Wednesday, August 23, 2017

Writing a Simple DSL Compiler with Delphi [0. Introduction]

Part 0: Introduction

Some time ago I was listening to the Hanselminutes podcast where a guy described how he wrote a simple interpreter in Go language (YOU should write an interpreter with Thorsten Ball). I was not really interested in writing an interpreter - I did that a long time ago - but a thought crossed my mind. I asked myself whether I can do something better - write a compiler. (Or, rather, a kinda-compiler. You'll see.)

What I wanted to do is to take a small language, parse it, generate an abstract syntax tree, and then convert this into one large anonymous function calling other anonymous functions calling other anonymous functions and so on and so on. It is hard to explain, so let me try using a very simple example.
Let's say I have a simple program written in "my" language which adds two numbers together.

add(a,b) {
  return a + b

Simple, C-like syntax. It is not hard to guess that function add sums together two numbers and returns a result.

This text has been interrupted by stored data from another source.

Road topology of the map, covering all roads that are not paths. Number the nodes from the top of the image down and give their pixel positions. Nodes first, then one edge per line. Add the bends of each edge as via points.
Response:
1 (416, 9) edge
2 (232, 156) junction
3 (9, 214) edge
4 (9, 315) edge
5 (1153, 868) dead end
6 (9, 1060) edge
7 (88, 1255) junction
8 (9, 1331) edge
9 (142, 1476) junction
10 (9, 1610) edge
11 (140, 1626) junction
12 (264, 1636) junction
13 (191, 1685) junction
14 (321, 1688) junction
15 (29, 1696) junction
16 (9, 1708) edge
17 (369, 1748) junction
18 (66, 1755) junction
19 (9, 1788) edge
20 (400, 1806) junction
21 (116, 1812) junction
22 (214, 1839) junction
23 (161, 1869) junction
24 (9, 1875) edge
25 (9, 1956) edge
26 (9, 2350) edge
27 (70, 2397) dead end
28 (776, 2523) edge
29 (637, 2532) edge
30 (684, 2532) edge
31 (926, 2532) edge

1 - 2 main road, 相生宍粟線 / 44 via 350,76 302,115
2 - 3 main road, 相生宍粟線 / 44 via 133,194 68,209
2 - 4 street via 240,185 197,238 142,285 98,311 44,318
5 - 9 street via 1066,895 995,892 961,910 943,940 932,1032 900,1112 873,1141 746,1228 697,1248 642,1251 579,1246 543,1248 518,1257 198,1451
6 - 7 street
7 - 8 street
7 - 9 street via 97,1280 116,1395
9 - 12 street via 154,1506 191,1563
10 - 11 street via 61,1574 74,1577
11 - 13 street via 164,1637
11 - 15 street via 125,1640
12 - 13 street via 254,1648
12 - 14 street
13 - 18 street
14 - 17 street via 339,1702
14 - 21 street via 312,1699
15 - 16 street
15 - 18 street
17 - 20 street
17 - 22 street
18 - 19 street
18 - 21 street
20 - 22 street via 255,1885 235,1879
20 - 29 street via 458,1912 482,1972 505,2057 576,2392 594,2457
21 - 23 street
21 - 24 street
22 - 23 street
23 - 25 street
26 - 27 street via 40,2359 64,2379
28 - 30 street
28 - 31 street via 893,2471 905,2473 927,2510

I want my code to convert this into something like this (and I'm simplifying here a lot, in reality the code will be more complicated):

function CodegenAdd(a, b: integer): integer;
  Result := a + b;

prog :=
  function (params: TArray): integer
    Result := CodegenAdd(params[0], params[1]);  

To execute the program, I can then call prog([1,2]) and I'll get back a result 3.

I'm calling this a compiler because what I get from it is a compiled anonymous function (prog) which I can later execute as many times as I want. I can also provide a different parameters to each call. It is, however, a compiler for a very specific architecture - a set of functions (like the CodegenAdd) which could in this scenario represent a very specific machine instruction set.

It's more understandable now why I called my compiler a kinda-compiler. It does compile the program into a CPU-executable format, but it uses a very specific runtime - a set of functions compiled into the Delphi program and it cannot be saved as a stand-alone executable. All limitations aside, this still proves to be a powerful technique, executing code faster than a simple interpreter for the same language. But I'm skipping ahead.

This article is just an introduction into a series in which I will slowly present my project. As of the moment, the following articles are planned for:
  1. The Language
  2. Abstract Syntax Tree (AST)
  3. Tokenizer
  4. Parser
  5. The framework
  6. AST Dumper

  7. AST Compiler
  8. AST Interpreter
  9. Speeding up execution and extending the language
  10. Speeding up interpreter
The impatient can find all the code and demo project on the GitHub.


  1. I didn't really understand the whole idea. If at the very end we need to use Delphi compiler to run the code, isn't it easier not to "compile", but just "translate" your language into Delphi? Or is it just a mental experiment?

    1. Indeed, this is mostly an experiment. This approach can, however, be used if you want to execute some scripting code faster than a normal interpreter could.